Prutting – Zunächst gab es viel aufgeregtes Geraschel, bis alle Gruppen ihre Plätze gefunden hatten. Dann, als alle Augen erwartungsvoll nach vorne gerichtet waren, erklangen in der Stille von oben die ersten Töne einer Ziach. Das Zaiseringer Bläserquartett ließ den „Honigmond“ von So&So auf der Empore aufgehen, groß und nach und nach Instrument für Instrument, bis alle da waren.
Zwei Hände voll Gruppen, Chöre und Solisten aus dem Pfarrverband Prutting-Vogtareuth hatten die Organisatorinnen Marita Dhom und Franziska Kapfinger am 23. April in der Pfarrkirche Mariä Himmelfahrt versammelt und mussten noch eine Auswahl treffen, um die Vielfalt im Rahmen eines Pfarrverbandskonzertes überhaupt abbilden zu können. Vom Jugendchor über lokale Gruppen wie das Instrumentalensemble der Simsseerosen bis hin zu ausgebildeten Profis war alles dabei.
Diakon Eugen Peter führte mit kurzen Gedanken zu den Musikstücken durch den Abend. Um das Ganze kompakt zu halten, traten die Kirchenchöre Vogtareuth und Zaisering gemeinsam auf und wagten sich, dirigiert von Umi Stephan, sogar an das japanische Kirschblüten-Volkslied. Begleitet wurde der Chor von Martina Schmidmayer beziehungsweise Organistin Elisabeth Asböck, die ihre Harfe sowohl als Soloinstrument als auch zur Begleitung des Straßkirchener Dreigesangs dabei hatte. Christine Gassner, Marianne Kink und Maria Weiß sind ein bestens aufeinander eingesungenes Trio, das wie selbstverständlich klingt. Ihrer Auswahl gaben sie diesmal eine ganz pointierte Dynamik. Daniela Schmidmayer wiederum begleitete ihren Vogtareuther Jugendchor selbst auf der Gitarre. „Hoamatgfühl“ und „Fix you“ zieht der ältere Teil dieser Gruppe schon stimmsicher aus dem Repertoire, der andere, erfreulich große Teil ganz junger Stimmen holt aber auf und hält bereits gekonnt mit.

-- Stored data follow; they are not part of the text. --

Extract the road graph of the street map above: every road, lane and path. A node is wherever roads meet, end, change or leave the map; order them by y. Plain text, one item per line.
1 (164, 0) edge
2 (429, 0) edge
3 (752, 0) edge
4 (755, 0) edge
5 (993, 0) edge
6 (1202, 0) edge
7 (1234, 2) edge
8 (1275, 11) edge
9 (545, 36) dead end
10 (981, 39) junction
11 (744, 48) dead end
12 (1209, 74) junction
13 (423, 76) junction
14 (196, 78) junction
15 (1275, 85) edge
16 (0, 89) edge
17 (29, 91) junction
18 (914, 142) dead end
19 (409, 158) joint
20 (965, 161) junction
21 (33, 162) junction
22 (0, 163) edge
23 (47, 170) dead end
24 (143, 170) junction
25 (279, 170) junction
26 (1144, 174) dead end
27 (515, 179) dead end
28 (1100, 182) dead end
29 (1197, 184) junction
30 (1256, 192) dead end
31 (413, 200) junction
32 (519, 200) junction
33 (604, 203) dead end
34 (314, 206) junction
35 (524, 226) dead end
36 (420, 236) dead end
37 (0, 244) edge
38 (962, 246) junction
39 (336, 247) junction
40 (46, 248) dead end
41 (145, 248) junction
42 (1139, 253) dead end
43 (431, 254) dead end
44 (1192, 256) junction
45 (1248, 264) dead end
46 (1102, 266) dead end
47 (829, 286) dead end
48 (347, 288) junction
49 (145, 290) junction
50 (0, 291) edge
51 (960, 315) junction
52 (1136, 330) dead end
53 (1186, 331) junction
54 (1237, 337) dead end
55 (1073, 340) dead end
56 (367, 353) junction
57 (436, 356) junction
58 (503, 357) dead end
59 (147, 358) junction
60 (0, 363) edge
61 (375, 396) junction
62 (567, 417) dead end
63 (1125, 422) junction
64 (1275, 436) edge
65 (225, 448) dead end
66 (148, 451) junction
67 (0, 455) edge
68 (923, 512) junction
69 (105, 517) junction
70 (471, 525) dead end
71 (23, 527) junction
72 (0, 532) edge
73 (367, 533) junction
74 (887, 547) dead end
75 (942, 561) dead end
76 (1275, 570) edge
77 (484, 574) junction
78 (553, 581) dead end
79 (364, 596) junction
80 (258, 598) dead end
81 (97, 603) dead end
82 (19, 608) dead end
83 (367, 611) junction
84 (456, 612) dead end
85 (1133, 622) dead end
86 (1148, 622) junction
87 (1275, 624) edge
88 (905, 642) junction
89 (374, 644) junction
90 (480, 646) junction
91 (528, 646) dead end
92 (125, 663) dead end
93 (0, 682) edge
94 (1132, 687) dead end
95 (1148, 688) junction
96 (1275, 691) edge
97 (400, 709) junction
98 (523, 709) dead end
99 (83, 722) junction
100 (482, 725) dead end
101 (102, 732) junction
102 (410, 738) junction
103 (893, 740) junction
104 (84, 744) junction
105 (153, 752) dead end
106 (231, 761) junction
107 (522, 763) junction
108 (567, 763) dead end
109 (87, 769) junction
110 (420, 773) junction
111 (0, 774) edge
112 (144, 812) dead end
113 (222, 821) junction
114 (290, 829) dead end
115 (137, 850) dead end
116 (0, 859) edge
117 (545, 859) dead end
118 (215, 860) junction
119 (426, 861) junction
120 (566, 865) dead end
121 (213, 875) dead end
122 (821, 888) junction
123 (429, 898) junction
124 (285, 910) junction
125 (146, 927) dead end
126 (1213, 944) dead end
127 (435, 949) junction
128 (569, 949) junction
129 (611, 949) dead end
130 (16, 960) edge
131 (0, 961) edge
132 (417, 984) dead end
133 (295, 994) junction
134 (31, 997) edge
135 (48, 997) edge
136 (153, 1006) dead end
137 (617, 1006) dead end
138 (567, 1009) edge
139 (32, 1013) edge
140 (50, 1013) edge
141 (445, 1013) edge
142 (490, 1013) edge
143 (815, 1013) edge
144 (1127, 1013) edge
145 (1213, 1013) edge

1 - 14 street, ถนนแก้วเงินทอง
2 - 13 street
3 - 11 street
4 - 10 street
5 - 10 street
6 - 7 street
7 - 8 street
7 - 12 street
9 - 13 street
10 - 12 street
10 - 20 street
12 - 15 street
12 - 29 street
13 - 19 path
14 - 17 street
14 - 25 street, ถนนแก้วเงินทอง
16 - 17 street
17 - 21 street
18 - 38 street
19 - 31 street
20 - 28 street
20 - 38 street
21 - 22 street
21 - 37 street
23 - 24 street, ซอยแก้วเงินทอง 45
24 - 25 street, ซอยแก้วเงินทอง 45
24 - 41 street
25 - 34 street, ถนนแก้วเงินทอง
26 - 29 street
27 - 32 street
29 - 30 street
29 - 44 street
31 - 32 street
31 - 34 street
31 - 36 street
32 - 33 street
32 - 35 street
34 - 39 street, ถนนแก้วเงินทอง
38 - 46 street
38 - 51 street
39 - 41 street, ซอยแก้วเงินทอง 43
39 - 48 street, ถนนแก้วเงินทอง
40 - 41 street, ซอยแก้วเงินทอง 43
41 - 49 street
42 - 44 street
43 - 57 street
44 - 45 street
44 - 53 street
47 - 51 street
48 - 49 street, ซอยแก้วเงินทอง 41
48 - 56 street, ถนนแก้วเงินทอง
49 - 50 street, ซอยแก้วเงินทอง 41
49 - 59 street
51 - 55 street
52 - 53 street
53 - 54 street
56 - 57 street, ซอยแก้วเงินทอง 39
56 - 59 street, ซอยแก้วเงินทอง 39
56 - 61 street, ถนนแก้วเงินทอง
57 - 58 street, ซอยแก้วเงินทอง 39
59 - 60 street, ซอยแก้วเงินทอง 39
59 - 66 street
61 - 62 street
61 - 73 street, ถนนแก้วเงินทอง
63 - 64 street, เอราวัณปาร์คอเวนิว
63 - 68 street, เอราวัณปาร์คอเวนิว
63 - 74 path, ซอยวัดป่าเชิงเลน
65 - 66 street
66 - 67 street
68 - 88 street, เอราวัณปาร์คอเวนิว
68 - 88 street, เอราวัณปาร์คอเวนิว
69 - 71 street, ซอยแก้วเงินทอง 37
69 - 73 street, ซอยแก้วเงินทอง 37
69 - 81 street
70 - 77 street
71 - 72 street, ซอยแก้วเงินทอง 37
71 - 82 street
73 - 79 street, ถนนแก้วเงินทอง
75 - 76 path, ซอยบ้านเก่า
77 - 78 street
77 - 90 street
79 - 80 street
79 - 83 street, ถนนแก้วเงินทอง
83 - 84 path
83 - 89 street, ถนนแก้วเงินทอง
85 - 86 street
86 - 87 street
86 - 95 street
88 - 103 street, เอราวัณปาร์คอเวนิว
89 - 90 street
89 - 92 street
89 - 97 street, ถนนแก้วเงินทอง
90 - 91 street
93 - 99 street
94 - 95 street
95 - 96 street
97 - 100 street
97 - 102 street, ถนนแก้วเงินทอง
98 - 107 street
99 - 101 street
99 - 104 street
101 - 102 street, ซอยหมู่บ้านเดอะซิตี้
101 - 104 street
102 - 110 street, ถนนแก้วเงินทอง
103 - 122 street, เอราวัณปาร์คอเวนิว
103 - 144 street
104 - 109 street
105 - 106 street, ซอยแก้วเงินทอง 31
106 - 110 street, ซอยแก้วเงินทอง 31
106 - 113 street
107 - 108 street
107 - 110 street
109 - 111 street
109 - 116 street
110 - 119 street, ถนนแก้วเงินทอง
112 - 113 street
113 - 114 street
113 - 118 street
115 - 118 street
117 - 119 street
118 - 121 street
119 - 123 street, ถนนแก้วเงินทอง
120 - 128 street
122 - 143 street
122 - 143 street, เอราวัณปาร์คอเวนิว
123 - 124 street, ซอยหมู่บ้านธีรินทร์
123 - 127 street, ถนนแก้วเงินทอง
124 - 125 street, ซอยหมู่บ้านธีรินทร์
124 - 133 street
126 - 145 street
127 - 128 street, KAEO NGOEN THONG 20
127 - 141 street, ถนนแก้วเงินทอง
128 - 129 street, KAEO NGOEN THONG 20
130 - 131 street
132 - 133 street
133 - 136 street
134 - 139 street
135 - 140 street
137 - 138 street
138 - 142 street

Der Kirchenchor Prutting-Schwabering ist ein pfarreiübergreifender Doppelchor, der lange schon als gemeinsame Einheit singt, entsprechend schwungvoll nahm er mit „What a day“ das Publikum mit, am Keyboard geleitet von Elisabeth Engelsberger, die außerdem Christina Gerstberger-Heß zu Schuberts „Frühlingsglaube“ begleitete. Die klassische Abteilung präsentierte sich an diesem Abend vor allem mit der Camerata Musica Eschlbeck-Schmidmayer, einer Familienformation, die sich sowohl vokal als auch instrumental als Allrounder erwies. Der Zaiseringer Jugendchor hatte erst im Februar noch zum Mitsingen aufgerufen, dabei gilt als ausgemacht, dass Kathi Geidobler, Christina Tippl und Michael Wagner auch eigenhändig ein Lobpreis-Programm gestemmt hätten. Nun aber stand auf einmal ein gutes Dutzend junger Sängerinnen auf den Altarstufen und rockte Mariä Himmelfahrt dermaßen, dass es spätestens bei der Hillsong-Hymne „Awesome God“ ganz unmöglich war, sich dem Sog dieser musikalischen Brandung zu entziehen. Schön war auch, dass sich nach diesem Höhepunkt noch einmal alle Gruppen im Chorraum zum gemeinsamen Abschlusslied und großen Finale mit Volksgesang versammelten. Das Zaiseringer Bläserquartett war mittlerweile gelandet und auch Michael Drechsler von den Simsseerosen kam noch einmal ganz nach vorne, um den Lead-Part von „Oh happy day“ anzustimmen. Allerdings war dies nicht die letzte logistische Großleistung, denn beim anschließenden Beisammensein im Pruttinger Pfarrheim galt es noch, die ebenfalls aus dem gesamten Pfarrverband beigesteuerten Köstlichkeiten und Häppchenteller zu orchestrieren. Ein sehr abwechslungsreicher Abend ging damit zu Ende.